By Lyndsey Peace, Editor-in-Chief
Oktubafest will be held at 7:30 p.m. on Oct. 29 in the Woodward-Dellis Recital Hall. This free concert is an opportunity to hear tuba and euphonium players from the Abilene community play unique music in celebration of Oktoberfest.
Harvey Phillips founded Oktubafest in the 1970’s and since then, it has become a worldwide celebration of the tuba and euphonium. Phillips, known to the world as Mr. Tuba, taught at Indiana University, where the first Oktubafest was held in 1973. His contributions to music and to promoting the tuba and euphonium continue to leave a lasting legacy.
“[Phillips] has been instrumental in making the tuba more well-known to the masses,” said Dr. Jeff Cottrell, associate professor of low brass and theory.

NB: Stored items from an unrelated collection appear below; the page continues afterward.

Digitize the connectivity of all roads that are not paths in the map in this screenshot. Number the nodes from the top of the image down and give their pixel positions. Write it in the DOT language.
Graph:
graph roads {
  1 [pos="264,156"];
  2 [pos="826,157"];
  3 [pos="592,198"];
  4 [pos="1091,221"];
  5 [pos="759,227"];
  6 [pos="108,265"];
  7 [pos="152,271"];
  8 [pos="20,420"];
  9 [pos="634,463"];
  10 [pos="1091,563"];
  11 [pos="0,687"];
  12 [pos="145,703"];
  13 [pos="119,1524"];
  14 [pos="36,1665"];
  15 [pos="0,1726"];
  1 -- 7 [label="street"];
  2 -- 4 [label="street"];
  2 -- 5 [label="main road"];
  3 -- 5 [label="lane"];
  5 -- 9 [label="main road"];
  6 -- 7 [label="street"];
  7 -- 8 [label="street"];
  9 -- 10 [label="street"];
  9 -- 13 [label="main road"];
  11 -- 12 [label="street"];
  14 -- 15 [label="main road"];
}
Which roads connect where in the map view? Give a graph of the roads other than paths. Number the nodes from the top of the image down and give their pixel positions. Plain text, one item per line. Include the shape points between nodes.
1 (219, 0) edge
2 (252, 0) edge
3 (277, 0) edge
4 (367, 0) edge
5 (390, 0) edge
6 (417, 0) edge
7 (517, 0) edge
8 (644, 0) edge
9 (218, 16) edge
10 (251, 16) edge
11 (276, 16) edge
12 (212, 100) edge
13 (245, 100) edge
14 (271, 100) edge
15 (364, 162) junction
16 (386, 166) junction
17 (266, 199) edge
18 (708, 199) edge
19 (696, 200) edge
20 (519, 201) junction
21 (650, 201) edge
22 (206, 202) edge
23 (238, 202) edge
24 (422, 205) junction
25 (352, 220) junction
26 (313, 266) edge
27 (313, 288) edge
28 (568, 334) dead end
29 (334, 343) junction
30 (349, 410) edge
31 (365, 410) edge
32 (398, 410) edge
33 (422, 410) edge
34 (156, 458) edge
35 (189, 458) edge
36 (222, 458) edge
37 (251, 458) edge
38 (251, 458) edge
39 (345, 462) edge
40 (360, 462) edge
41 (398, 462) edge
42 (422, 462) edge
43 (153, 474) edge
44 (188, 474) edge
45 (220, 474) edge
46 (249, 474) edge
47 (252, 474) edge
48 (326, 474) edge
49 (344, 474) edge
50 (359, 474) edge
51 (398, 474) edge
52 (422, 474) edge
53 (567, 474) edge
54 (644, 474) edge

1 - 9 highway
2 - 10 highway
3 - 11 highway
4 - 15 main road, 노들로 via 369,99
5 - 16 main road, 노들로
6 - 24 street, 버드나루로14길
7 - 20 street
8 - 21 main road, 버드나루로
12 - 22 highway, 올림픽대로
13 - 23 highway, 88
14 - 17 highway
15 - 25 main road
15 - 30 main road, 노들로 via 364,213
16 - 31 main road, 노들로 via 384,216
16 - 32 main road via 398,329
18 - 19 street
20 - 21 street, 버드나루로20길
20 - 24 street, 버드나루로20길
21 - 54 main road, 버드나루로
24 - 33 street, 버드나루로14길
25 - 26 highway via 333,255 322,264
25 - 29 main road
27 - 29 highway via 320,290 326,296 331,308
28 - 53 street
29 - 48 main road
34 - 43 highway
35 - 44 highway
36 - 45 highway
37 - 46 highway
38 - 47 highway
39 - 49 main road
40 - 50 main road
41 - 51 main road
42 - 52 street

Phillips also founded an event called Tuba Christmas, which Cottrell has conducted in years past. Although HSU no longer hosts Tuba Christmas, this year will be the 12th annual Oktubafest at Hardin-Simmons University. Cottrell will be conducting the concert. The players come from varying backgrounds and stages of life.
“Rather than having [Oktubafest] be just a Hardin-Simmons ensemble, we’ve made it a community ensemble, like the Civic Orchestra of Abilene,” Cottrell said. Members from the Abilene community, including students from Hardin-Simmons University, Abilene Christian University and McMurry University, will all join together to participate in Oktubafest.
What makes Oktubafest special is that tuba and euphonium players do not typically grab the attention of audience members during full-band concerts because they traditionally play supporting parts. “Often when a tuba or euphonium is sitting at the back of the band, they’re playing either a bass line or harmony parts,” Cottrell said.
At Oktubafest, the players have a chance to showcase their talent. “Everybody at some point in every piece gets to play the melody,” Cottrell said.
The players also have the opportunity to play different types of music than what they would normally be exposed to. “Students have a chance to play styles that maybe they don’t often play. There’s a rich history of tuba being played in jazz music, but unfortunately growing up in the school system playing tuba, you don’t really get the opportunity to play jazz,” Cottrell said.
Oktubafest will include jazz, rock and other varying styles of music to create a unique blend. The diversity of music combined with diverse group of players will make this concert worth seeing. “It’s a recital where students can hear fun music and beautiful music played by an ensemble that’s out of the ordinary,” Cottrell said.
Following the concert, there will be a reception on the third floor of Caldwell Hall with German treats and root beer. Come see Oktubafest and support the communities’ tuba and euphonium players!